As stated above, it wasn't the passwords that were the problem. It seems like it was a combination of websites using insecure password reset mechanisms, and him making the foolish mistake of tying all of his accounts together. There's nothing wrong with passwords as long as they are implemented and used correctly. The problem is they aren't. I can make fun of the reporter because he made mistakes that allowed his accounts to be compromised. But he made the same mistakes that nearly everyone does. So maybe it's just human nature that is the problem. I just can't really point the finger squarely at the concept of passwords as being the sole problem. To me it's a lot like blaming a gun instead of a person when someone gets shot. I really don't know what the solution is to be honest. People want convenience above all else. And yes, people suck at memorizing strong passwords.
 
So in short, because he is a complete moron the entire system couldn't possibly work? Did he seriously try too make that retarded of an argument?
 
In most implementations, a password is just a shortcut to an encryption key. I like the idea of cutting out the middle man and just keeping keys on a thumb drive. The problem is preventing unauthorized electronic access to the keys. I envision some sort of software mechanism that works with a physical mechanism on the thumb drive to quarantine the keys from one another and control electronic access.
 
The only other infallible (possibly) password scheme is DNA. The trouble a hacker would have to replicate it makes it fairly safe I would think. Outside of biometric encryption, I can't see a way around it.

Really?
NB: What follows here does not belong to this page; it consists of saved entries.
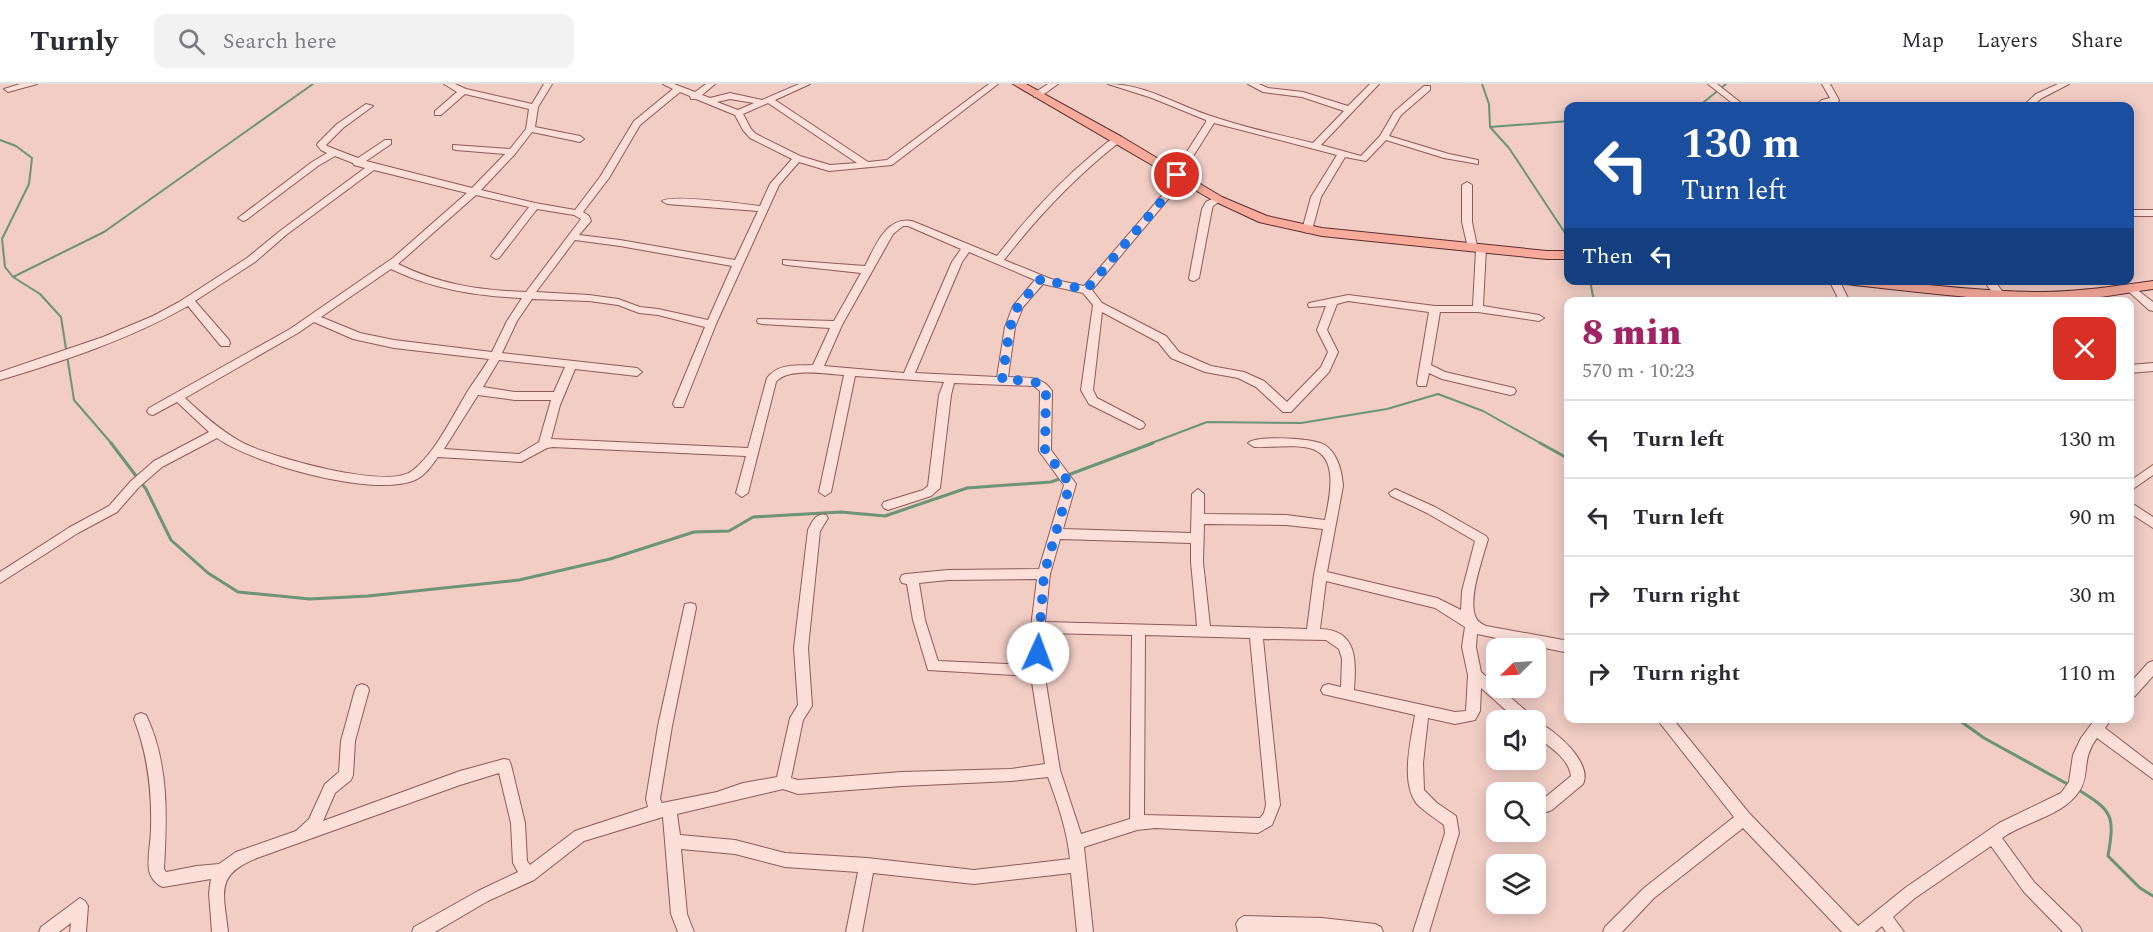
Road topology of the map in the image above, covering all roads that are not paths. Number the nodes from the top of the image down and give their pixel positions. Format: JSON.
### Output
{"nodes":[{"id":1,"x":33,"y":84,"type":"edge"},
{"id":2,"x":448,"y":84,"type":"edge"},
{"id":3,"x":548,"y":84,"type":"edge"},
{"id":4,"x":667,"y":84,"type":"edge"},
{"id":5,"x":711,"y":84,"type":"edge"},
{"id":6,"x":806,"y":84,"type":"edge"},
{"id":7,"x":994,"y":84,"type":"edge"},
{"id":8,"x":1018,"y":84,"type":"edge"},
{"id":9,"x":1054,"y":84,"type":"edge"},
{"id":10,"x":1115,"y":84,"type":"edge"},
{"id":11,"x":1252,"y":84,"type":"edge"},
{"id":12,"x":1375,"y":84,"type":"edge"},
{"id":13,"x":1826,"y":84,"type":"edge"},
{"id":14,"x":2065,"y":84,"type":"edge"},
{"id":15,"x":1427,"y":88,"type":"dead end"},
{"id":16,"x":1718,"y":88,"type":"edge"},
{"id":17,"x":9,"y":89,"type":"dead end"},
{"id":18,"x":677,"y":90,"type":"junction"},
{"id":19,"x":463,"y":91,"type":"junction"},
{"id":20,"x":1037,"y":95,"type":"junction"},
{"id":21,"x":694,"y":97,"type":"junction"},
{"id":22,"x":1835,"y":100,"type":"junction"},
{"id":23,"x":709,"y":101,"type":"junction"},
{"id":24,"x":764,"y":101,"type":"junction"},
{"id":25,"x":1736,"y":102,"type":"edge"},
{"id":26,"x":1825,"y":102,"type":"edge"},
{"id":27,"x":1838,"y":102,"type":"edge"},
{"id":28,"x":2032,"y":102,"type":"edge"},
{"id":29,"x":369,"y":105,"type":"dead end"},
{"id":30,"x":534,"y":107,"type":"junction"},
{"id":31,"x":1351,"y":110,"type":"junction"},
{"id":32,"x":438,"y":113,"type":"dead end"},
{"id":33,"x":738,"y":113,"type":"junction"},
{"id":34,"x":1210,"y":119,"type":"junction"},
{"id":35,"x":531,"y":129,"type":"junction"},
{"id":36,"x":1384,"y":137,"type":"junction"},
{"id":37,"x":580,"y":139,"type":"dead end"},
{"id":38,"x":1118,"y":139,"type":"junction"},
{"id":39,"x":388,"y":142,"type":"dead end"},
{"id":40,"x":1316,"y":145,"type":"junction"},
{"id":41,"x":456,"y":147,"type":"dead end"},
{"id":42,"x":512,"y":152,"type":"junction"},
{"id":43,"x":333,"y":153,"type":"junction"},
{"id":44,"x":1342,"y":154,"type":"junction"},
{"id":45,"x":797,"y":158,"type":"junction"},
{"id":46,"x":1475,"y":162,"type":"dead end"},
{"id":47,"x":357,"y":163,"type":"junction"},
{"id":48,"x":866,"y":165,"type":"junction"},
{"id":49,"x":372,"y":167,"type":"junction"},
{"id":50,"x":1179,"y":176,"type":"junction"},
{"id":51,"x":1467,"y":185,"type":"dead end"},
{"id":52,"x":476,"y":190,"type":"junction"},
{"id":53,"x":1218,"y":199,"type":"junction"},
{"id":54,"x":667,"y":201,"type":"dead end"},
{"id":55,"x":535,"y":206,"type":"junction"},
{"id":56,"x":765,"y":210,"type":"junction"},
{"id":57,"x":577,"y":213,"type":"junction"},
{"id":58,"x":2134,"y":213,"type":"edge"},
{"id":59,"x":2153,"y":213,"type":"edge"},
{"id":60,"x":243,"y":218,"type":"dead end"},
{"id":61,"x":1307,"y":230,"type":"junction"},
{"id":62,"x":572,"y":237,"type":"junction"},
{"id":63,"x":968,"y":247,"type":"junction"},
{"id":64,"x":1477,"y":248,"type":"junction"},
{"id":65,"x":496,"y":255,"type":"dead end"},
{"id":66,"x":1564,"y":255,"type":"edge"},
{"id":67,"x":999,"y":260,"type":"junction"},
{"id":68,"x":788,"y":262,"type":"dead end"},
{"id":69,"x":737,"y":264,"type":"junction"},
{"id":70,"x":391,"y":265,"type":"junction"},
{"id":71,"x":868,"y":270,"type":"junction"},
{"id":72,"x":1194,"y":278,"type":"dead end"},
{"id":73,"x":1041,"y":279,"type":"junction"},
{"id":74,"x":1905,"y":285,"type":"edge"},
{"id":75,"x":1992,"y":285,"type":"edge"},
{"id":76,"x":2153,"y":285,"type":"edge"},
{"id":77,"x":2131,"y":288,"type":"junction"},
{"id":78,"x":1086,"y":290,"type":"junction"},
{"id":79,"x":530,"y":295,"type":"junction"},
{"id":80,"x":2000,"y":295,"type":"junction"},
{"id":81,"x":1971,"y":297,"type":"edge"},
{"id":82,"x":189,"y":300,"type":"junction"},
{"id":83,"x":1333,"y":300,"type":"junction"},
{"id":84,"x":1098,"y":305,"type":"junction"},
{"id":85,"x":1313,"y":305,"type":"dead end"},
{"id":86,"x":2153,"y":308,"type":"edge"},
{"id":87,"x":1435,"y":309,"type":"junction"},
{"id":88,"x":1478,"y":309,"type":"junction"},
{"id":89,"x":314,"y":318,"type":"junction"},
{"id":90,"x":1539,"y":318,"type":"dead end"},
{"id":91,"x":762,"y":321,"type":"dead end"},
{"id":92,"x":711,"y":324,"type":"junction"},
{"id":93,"x":837,"y":325,"type":"junction"},
{"id":94,"x":225,"y":343,"type":"dead end"},
{"id":95,"x":496,"y":355,"type":"junction"},
{"id":96,"x":572,"y":364,"type":"junction"},
{"id":97,"x":2153,"y":367,"type":"edge"},
{"id":98,"x":1425,"y":368,"type":"junction"},
{"id":99,"x":817,"y":369,"type":"junction"},
{"id":100,"x":2134,"y":369,"type":"edge"},
{"id":101,"x":637,"y":372,"type":"dead end"},
{"id":102,"x":850,"y":373,"type":"junction"},
{"id":103,"x":0,"y":376,"type":"edge"},
{"id":104,"x":908,"y":377,"type":"junction"},
{"id":105,"x":950,"y":379,"type":"junction"},
{"id":106,"x":1002,"y":380,"type":"junction"},
{"id":107,"x":1422,"y":384,"type":"dead end"},
{"id":108,"x":474,"y":390,"type":"junction"},
{"id":109,"x":1510,"y":390,"type":"dead end"},
{"id":110,"x":559,"y":396,"type":"junction"},
{"id":111,"x":178,"y":397,"type":"junction"},
{"id":112,"x":680,"y":404,"type":"dead end"},
{"id":113,"x":153,"y":411,"type":"dead end"},
{"id":114,"x":1139,"y":425,"type":"dead end"},
{"id":115,"x":217,"y":433,"type":"junction"},
{"id":116,"x":1254,"y":443,"type":"dead end"},
{"id":117,"x":544,"y":444,"type":"junction"},
{"id":118,"x":752,"y":452,"type":"junction"},
{"id":119,"x":436,"y":453,"type":"junction"},
{"id":120,"x":2153,"y":469,"type":"edge"},
{"id":121,"x":2134,"y":484,"type":"edge"},
{"id":122,"x":825,"y":492,"type":"dead end"},
{"id":123,"x":742,"y":493,"type":"dead end"},
{"id":124,"x":1395,"y":493,"type":"dead end"},
{"id":125,"x":1198,"y":494,"type":"dead end"},
{"id":126,"x":888,"y":505,"type":"dead end"},
{"id":127,"x":2134,"y":510,"type":"edge"},
{"id":128,"x":822,"y":518,"type":"dead end"},
{"id":129,"x":1198,"y":519,"type":"junction"},
{"id":130,"x":2153,"y":523,"type":"edge"},
{"id":131,"x":1330,"y":525,"type":"junction"},
{"id":132,"x":1057,"y":534,"type":"junction"},
{"id":133,"x":1198,"y":538,"type":"junction"},
{"id":134,"x":1044,"y":574,"type":"junction"},
{"id":135,"x":1320,"y":575,"type":"junction"},
{"id":136,"x":0,"y":578,"type":"edge"},
{"id":137,"x":690,"y":608,"type":"dead end"},
{"id":138,"x":1472,"y":625,"type":"junction"},
{"id":139,"x":1038,"y":627,"type":"junction"},
{"id":140,"x":1139,"y":630,"type":"junction"},
{"id":141,"x":1204,"y":631,"type":"junction"},
{"id":142,"x":1256,"y":632,"type":"junction"},
{"id":143,"x":1313,"y":633,"type":"junction"},
{"id":144,"x":1564,"y":646,"type":"edge"},
{"id":145,"x":2153,"y":667,"type":"edge"},
{"id":146,"x":1037,"y":671,"type":"junction"},
{"id":147,"x":1475,"y":675,"type":"junction"},
{"id":148,"x":2134,"y":688,"type":"edge"},
{"id":149,"x":362,"y":690,"type":"dead end"},
{"id":150,"x":1328,"y":690,"type":"dead end"},
{"id":151,"x":1347,"y":695,"type":"junction"},
{"id":152,"x":1515,"y":710,"type":"edge"},
{"id":153,"x":1422,"y":711,"type":"junction"},
{"id":154,"x":141,"y":720,"type":"dead end"},
{"id":155,"x":1667,"y":723,"type":"edge"},
{"id":156,"x":2101,"y":724,"type":"edge"},
{"id":157,"x":1546,"y":736,"type":"edge"},
{"id":158,"x":1053,"y":770,"type":"junction"},
{"id":159,"x":2153,"y":773,"type":"edge"},
{"id":160,"x":783,"y":782,"type":"junction"},
{"id":161,"x":1547,"y":805,"type":"dead end"},
{"id":162,"x":663,"y":810,"type":"junction"},
{"id":163,"x":1744,"y":818,"type":"junction"},
{"id":164,"x":1137,"y":823,"type":"junction"},
{"id":165,"x":306,"y":834,"type":"junction"},
{"id":166,"x":1993,"y":837,"type":"junction"},
{"id":167,"x":673,"y":841,"type":"junction"},
{"id":168,"x":1076,"y":843,"type":"junction"},
{"id":169,"x":867,"y":865,"type":"junction"},
{"id":170,"x":1077,"y":865,"type":"junction"},
{"id":171,"x":221,"y":871,"type":"junction"},
{"id":172,"x":529,"y":875,"type":"junction"},
{"id":173,"x":1883,"y":916,"type":"junction"},
{"id":174,"x":47,"y":932,"type":"edge"},
{"id":175,"x":78,"y":932,"type":"edge"},
{"id":176,"x":220,"y":932,"type":"edge"},
{"id":177,"x":420,"y":932,"type":"edge"},
{"id":178,"x":686,"y":932,"type":"edge"},
{"id":179,"x":854,"y":932,"type":"edge"},
{"id":180,"x":1085,"y":932,"type":"edge"},
{"id":181,"x":1246,"y":932,"type":"edge"},
{"id":182,"x":1375,"y":932,"type":"edge"},
{"id":183,"x":1421,"y":932,"type":"edge"},
{"id":184,"x":1611,"y":932,"type":"edge"},
{"id":185,"x":1853,"y":932,"type":"edge"},
{"id":186,"x":1863,"y":932,"type":"edge"},
{"id":187,"x":1896,"y":932,"type":"edge"},
{"id":188,"x":2074,"y":932,"type":"edge"}],
"edges":[{"from":1,"to":17,"type":"street"},
{"from":2,"to":19,"type":"street"},
{"from":3,"to":30,"type":"street"},
{"from":4,"to":18,"type":"street"},
{"from":5,"to":21,"type":"street"},
{"from":6,"to":24,"type":"street"},
{"from":7,"to":48,"type":"street"},
{"from":8,"to":20,"type":"main road"},
{"from":9,"to":20,"type":"street"},
{"from":10,"to":34,"type":"street"},
{"from":11,"to":31,"type":"street"},
{"from":12,"to":31,"type":"street"},
{"from":13,"to":22,"type":"street"},
{"from":14,"to":28,"type":"street"},
{"from":15,"to":36,"type":"street"},
{"from":16,"to":25,"type":"street"},
{"from":18,"to":21,"type":"street"},
{"from":18,"to":57,"type":"street"},
{"from":19,"to":30,"type":"street"},
{"from":19,"to":32,"type":"street"},
{"from":20,"to":38,"type":"main road"},
{"from":21,"to":23,"type":"street"},
{"from":22,"to":26,"type":"street"},
{"from":22,"to":27,"type":"street"},
{"from":23,"to":24,"type":"street"},
{"from":23,"to":33,"type":"street"},
{"from":24,"to":33,"type":"street"},
{"from":24,"to":48,"type":"street"},
{"from":29,"to":43,"type":"street"},
{"from":30,"to":35,"type":"street"},
{"from":31,"to":40,"type":"street"},
{"from":33,"to":45,"type":"street"},
{"from":34,"to":40,"type":"street"},
{"from":34,"to":50,"type":"street"},
{"from":35,"to":37,"type":"street"},
{"from":35,"to":42,"type":"street"},
{"from":36,"to":44,"type":"street"},
{"from":36,"to":46,"type":"street"},
{"from":38,"to":50,"type":"main road"},
{"from":38,"to":67,"type":"street"},
{"from":39,"to":47,"type":"street"},
{"from":40,"to":44,"type":"street"},
{"from":41,"to":42,"type":"street"},
{"from":42,"to":52,"type":"street"},
{"from":43,"to":47,"type":"street"},
{"from":43,"to":60,"type":"street"},
{"from":44,"to":61,"type":"street"},
{"from":45,"to":48,"type":"street"},
{"from":45,"to":56,"type":"street"},
{"from":47,"to":49,"type":"street"},
{"from":49,"to":52,"type":"street"},
{"from":49,"to":82,"type":"street"},
{"from":50,"to":53,"type":"main road"},
{"from":50,"to":78,"type":"street"},
{"from":51,"to":64,"type":"street"},
{"from":52,"to":55,"type":"street"},
{"from":52,"to":70,"type":"street"},
{"from":53,"to":61,"type":"main road"},
{"from":53,"to":72,"type":"street"},
{"from":54,"to":56,"type":"street"},
{"from":55,"to":57,"type":"street"},
{"from":55,"to":65,"type":"street"},
{"from":56,"to":69,"type":"street"},
{"from":57,"to":62,"type":"street"},
{"from":58,"to":59,"type":"street"},
{"from":61,"to":64,"type":"main road"},
{"from":62,"to":69,"type":"street"},
{"from":62,"to":79,"type":"street"},
{"from":63,"to":67,"type":"street"},
{"from":63,"to":71,"type":"street"},
{"from":63,"to":104,"type":"street"},
{"from":64,"to":66,"type":"main road"},
{"from":64,"to":88,"type":"street"},
{"from":67,"to":73,"type":"street"},
{"from":68,"to":71,"type":"street"},
{"from":69,"to":92,"type":"street"},
{"from":70,"to":79,"type":"street"},
{"from":70,"to":89,"type":"street"},
{"from":71,"to":93,"type":"street"},
{"from":73,"to":78,"type":"street"},
{"from":73,"to":106,"type":"street"},
{"from":74,"to":81,"type":"main road"},
{"from":75,"to":80,"type":"street"},
{"from":76,"to":77,"type":"main road"},
{"from":77,"to":80,"type":"main road"},
{"from":77,"to":86,"type":"street"},
{"from":78,"to":84,"type":"street"},
{"from":79,"to":92,"type":"street"},
{"from":79,"to":95,"type":"street"},
{"from":80,"to":81,"type":"main road"},
{"from":82,"to":94,"type":"street"},
{"from":82,"to":103,"type":"street"},
{"from":83,"to":84,"type":"street"},
{"from":83,"to":85,"type":"street"},
{"from":83,"to":87,"type":"street"},
{"from":84,"to":114,"type":"street"},
{"from":87,"to":88,"type":"street"},
{"from":87,"to":98,"type":"street"},
{"from":88,"to":90,"type":"street"},
{"from":89,"to":95,"type":"street"},
{"from":89,"to":111,"type":"street"},
{"from":91,"to":93,"type":"street"},
{"from":92,"to":112,"type":"street"},
{"from":93,"to":99,"type":"street"},
{"from":95,"to":96,"type":"street"},
{"from":95,"to":108,"type":"street"},
{"from":96,"to":101,"type":"street"},
{"from":96,"to":110,"type":"street"},
{"from":97,"to":100,"type":"street"},
{"from":98,"to":107,"type":"street"},
{"from":98,"to":109,"type":"street"},
{"from":99,"to":102,"type":"street"},
{"from":99,"to":118,"type":"street"},
{"from":102,"to":104,"type":"street"},
{"from":102,"to":122,"type":"street"},
{"from":104,"to":105,"type":"street"},
{"from":105,"to":106,"type":"street"},
{"from":105,"to":126,"type":"street"},
{"from":106,"to":132,"type":"street"},
{"from":108,"to":110,"type":"street"},
{"from":108,"to":119,"type":"street"},
{"from":110,"to":117,"type":"street"},
{"from":111,"to":113,"type":"street"},
{"from":111,"to":115,"type":"street"},
{"from":115,"to":119,"type":"street"},
{"from":115,"to":136,"type":"street"},
{"from":116,"to":131,"type":"street"},
{"from":117,"to":118,"type":"street"},
{"from":117,"to":119,"type":"street"},
{"from":118,"to":123,"type":"street"},
{"from":120,"to":121,"type":"street"},
{"from":124,"to":138,"type":"street"},
{"from":125,"to":129,"type":"street"},
{"from":127,"to":130,"type":"street"},
{"from":128,"to":160,"type":"street"},
{"from":129,"to":131,"type":"street"},
{"from":129,"to":133,"type":"street"},
{"from":131,"to":135,"type":"street"},
{"from":132,"to":133,"type":"street"},
{"from":132,"to":134,"type":"street"},
{"from":133,"to":141,"type":"street"},
{"from":134,"to":139,"type":"street"},
{"from":134,"to":146,"type":"street"},
{"from":135,"to":138,"type":"street"},
{"from":135,"to":143,"type":"street"},
{"from":137,"to":162,"type":"street"},
{"from":138,"to":144,"type":"street"},
{"from":138,"to":147,"type":"street"},
{"from":139,"to":140,"type":"street"},
{"from":139,"to":146,"type":"street"},
{"from":140,"to":141,"type":"street"},
{"from":140,"to":164,"type":"street"},
{"from":141,"to":142,"type":"street"},
{"from":142,"to":143,"type":"street"},
{"from":142,"to":164,"type":"street"},
{"from":143,"to":151,"type":"street"},
{"from":145,"to":148,"type":"street"},
{"from":146,"to":158,"type":"street"},
{"from":147,"to":152,"type":"street"},
{"from":147,"to":153,"type":"street"},
{"from":149,"to":165,"type":"street"},
{"from":150,"to":151,"type":"street"},
{"from":151,"to":153,"type":"street"},
{"from":153,"to":183,"type":"street"},
{"from":154,"to":171,"type":"street"},
{"from":155,"to":163,"type":"street"},
{"from":156,"to":159,"type":"street"},
{"from":156,"to":166,"type":"street"},
{"from":157,"to":161,"type":"street"},
{"from":158,"to":160,"type":"street"},
{"from":158,"to":168,"type":"street"},
{"from":160,"to":162,"type":"street"},
{"from":162,"to":167,"type":"street"},
{"from":162,"to":172,"type":"street"},
{"from":163,"to":184,"type":"street"},
{"from":163,"to":185,"type":"street"},
{"from":164,"to":168,"type":"street"},
{"from":165,"to":171,"type":"street"},
{"from":165,"to":172,"type":"street"},
{"from":166,"to":173,"type":"street"},
{"from":166,"to":188,"type":"street"},
{"from":167,"to":169,"type":"street"},
{"from":167,"to":178,"type":"street"},
{"from":168,"to":170,"type":"street"},
{"from":169,"to":170,"type":"street"},
{"from":169,"to":179,"type":"street"},
{"from":170,"to":180,"type":"street"},
{"from":171,"to":176,"type":"street"},
{"from":172,"to":177,"type":"street"},
{"from":173,"to":186,"type":"street"},
{"from":173,"to":187,"type":"street"},
{"from":174,"to":175,"type":"street"},
{"from":181,"to":182,"type":"street"}]}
You don't need to replicate it, only obtain it. Little prick for blood, toothbrush, etc.. Easy to obtain, easier than a password.
 
Lol, 7 characters make a "robust" password?
And "cracking a long password with brute force computation takes just a few million extra cycles"?
Try trillions. An AMD Radeon HD7970 GPU tries 8.2 billion passwords per second, and even using a computer with 8 of them working in parallel, complex passwords would still take years to crack.
And that assumes that you have stolen a local copy of the user and password database, not that you are trying to hack the account on the web site directly, which would take millenniums.